= Data provided =
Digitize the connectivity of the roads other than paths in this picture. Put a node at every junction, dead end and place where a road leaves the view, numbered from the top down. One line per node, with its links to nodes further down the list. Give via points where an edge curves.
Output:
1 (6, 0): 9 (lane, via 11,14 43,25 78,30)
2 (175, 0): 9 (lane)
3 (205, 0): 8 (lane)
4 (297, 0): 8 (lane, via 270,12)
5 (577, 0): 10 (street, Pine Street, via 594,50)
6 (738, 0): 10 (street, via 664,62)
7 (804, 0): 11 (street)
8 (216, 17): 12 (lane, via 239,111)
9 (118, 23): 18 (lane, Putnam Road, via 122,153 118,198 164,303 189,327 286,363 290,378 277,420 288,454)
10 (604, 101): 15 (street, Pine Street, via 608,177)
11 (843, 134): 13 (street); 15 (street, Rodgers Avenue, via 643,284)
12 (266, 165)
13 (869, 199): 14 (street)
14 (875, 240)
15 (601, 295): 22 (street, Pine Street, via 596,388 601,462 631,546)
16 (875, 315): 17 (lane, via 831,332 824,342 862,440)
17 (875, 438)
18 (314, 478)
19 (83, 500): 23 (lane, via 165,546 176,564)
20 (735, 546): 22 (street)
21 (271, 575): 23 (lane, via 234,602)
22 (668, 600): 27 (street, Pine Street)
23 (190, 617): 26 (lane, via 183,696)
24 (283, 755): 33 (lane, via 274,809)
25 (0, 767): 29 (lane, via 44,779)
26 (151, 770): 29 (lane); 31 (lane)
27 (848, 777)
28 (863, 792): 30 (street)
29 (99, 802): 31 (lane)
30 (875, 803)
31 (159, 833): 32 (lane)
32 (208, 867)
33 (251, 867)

= Problem details =
Give again each line of the listing above, keeping every word the same.

= The completed task =
Digitize the connectivity of the roads other than paths in this picture. Put a node at every junction, dead end and place where a road leaves the view, numbered from the top down. One line per node, with its links to nodes further down the list. Give via points where an edge curves.
Output:
1 (6, 0): 9 (lane, via 11,14 43,25 78,30)
2 (175, 0): 9 (lane)
3 (205, 0): 8 (lane)
4 (297, 0): 8 (lane, via 270,12)
5 (577, 0): 10 (street, Pine Street, via 594,50)
6 (738, 0): 10 (street, via 664,62)
7 (804, 0): 11 (street)
8 (216, 17): 12 (lane, via 239,111)
9 (118, 23): 18 (lane, Putnam Road, via 122,153 118,198 164,303 189,327 286,363 290,378 277,420 288,454)
10 (604, 101): 15 (street, Pine Street, via 608,177)
11 (843, 134): 13 (street); 15 (street, Rodgers Avenue, via 643,284)
12 (266, 165)
13 (869, 199): 14 (street)
14 (875, 240)
15 (601, 295): 22 (street, Pine Street, via 596,388 601,462 631,546)
16 (875, 315): 17 (lane, via 831,332 824,342 862,440)
17 (875, 438)
18 (314, 478)
19 (83, 500): 23 (lane, via 165,546 176,564)
20 (735, 546): 22 (street)
21 (271, 575): 23 (lane, via 234,602)
22 (668, 600): 27 (street, Pine Street)
23 (190, 617): 26 (lane, via 183,696)
24 (283, 755): 33 (lane, via 274,809)
25 (0, 767): 29 (lane, via 44,779)
26 (151, 770): 29 (lane); 31 (lane)
27 (848, 777)
28 (863, 792): 30 (street)
29 (99, 802): 31 (lane)
30 (875, 803)
31 (159, 833): 32 (lane)
32 (208, 867)
33 (251, 867)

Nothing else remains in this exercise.